Job Sharp surveyed thousands of acres of land in what are now Champaign and Logan counties, while Phoebe rode across hills and vales administering to bodies and souls of all within her reach, rich or poor, white or Indian. The relatives with large families followed the Sharp family quite fast, obtained large acreage and they had their Quaker colony. They were never molested by Indians and nobody ever went away hungry from the Sharp cabin. It was Phoebe Sharp's dying request that she be buried on this knoll at the side of the Indian path.
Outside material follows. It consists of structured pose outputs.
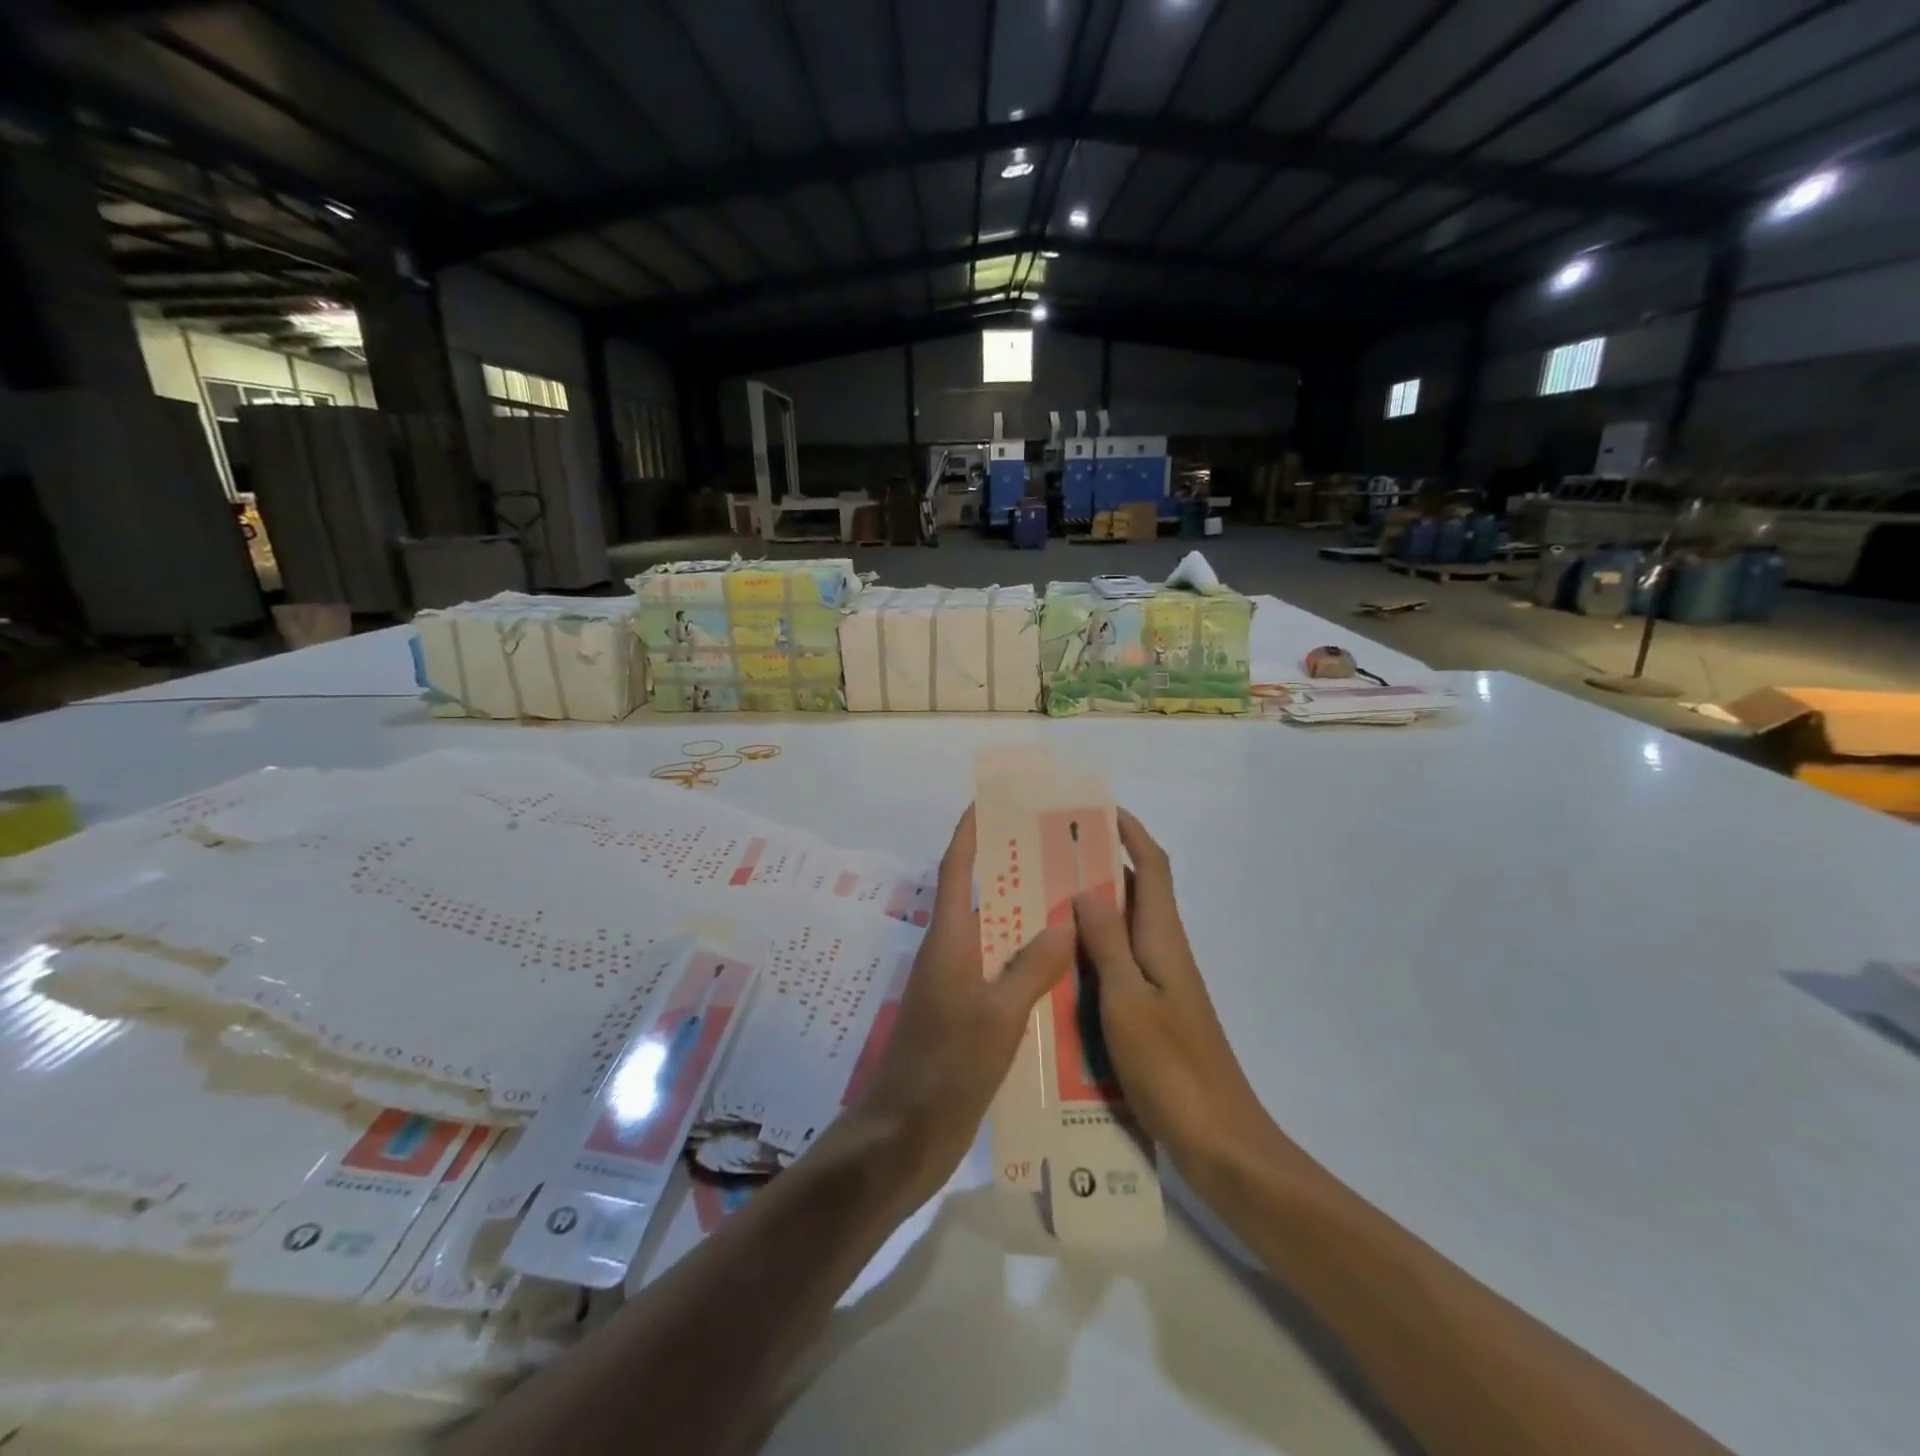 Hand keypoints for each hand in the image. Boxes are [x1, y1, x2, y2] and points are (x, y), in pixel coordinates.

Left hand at [849, 808, 1075, 1202]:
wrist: (904, 1137)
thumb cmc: (945, 1069)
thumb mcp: (997, 1017)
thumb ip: (1032, 968)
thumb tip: (1065, 921)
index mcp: (949, 941)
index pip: (957, 870)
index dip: (971, 832)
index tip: (991, 800)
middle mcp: (950, 955)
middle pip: (980, 898)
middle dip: (1012, 870)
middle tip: (1059, 851)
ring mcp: (955, 988)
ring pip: (994, 938)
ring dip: (1024, 919)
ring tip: (1072, 902)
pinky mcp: (964, 1019)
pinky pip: (1000, 975)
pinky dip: (1027, 964)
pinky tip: (1063, 972)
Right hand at [1073, 809, 1279, 1179]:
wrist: (1221, 1144)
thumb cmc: (1173, 1069)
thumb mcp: (1128, 1002)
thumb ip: (1107, 944)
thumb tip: (1086, 888)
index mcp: (1163, 940)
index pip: (1152, 868)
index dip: (1131, 833)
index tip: (1097, 810)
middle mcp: (1165, 954)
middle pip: (1136, 894)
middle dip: (1100, 867)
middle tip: (1048, 857)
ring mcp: (1161, 986)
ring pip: (1123, 931)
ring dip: (1091, 911)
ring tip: (1041, 903)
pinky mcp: (1154, 1014)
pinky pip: (1118, 966)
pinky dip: (1092, 953)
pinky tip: (1058, 968)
Her great living desire was "Let me live by the side of the road and be a friend to man." It was so done. She passed to her reward and her body was placed near the designated burial spot.
Update - July 2001
After the dedication ceremonies held over 60 years ago, I'm pleased to say that the markers described in these articles still stand on the original sites on the former "East Liberty-Middleburg Road" (now Zane Township Rd 152).
Sadly, the historic log home was razed during the early part of WWII. Up until then, it had been used as a residence by Robert & Nancy Cochran, a playhouse by the local children and as an outside kitchen for canning during the summer months.
The home that currently stands on the Sharp Farm was built in approximately 1900.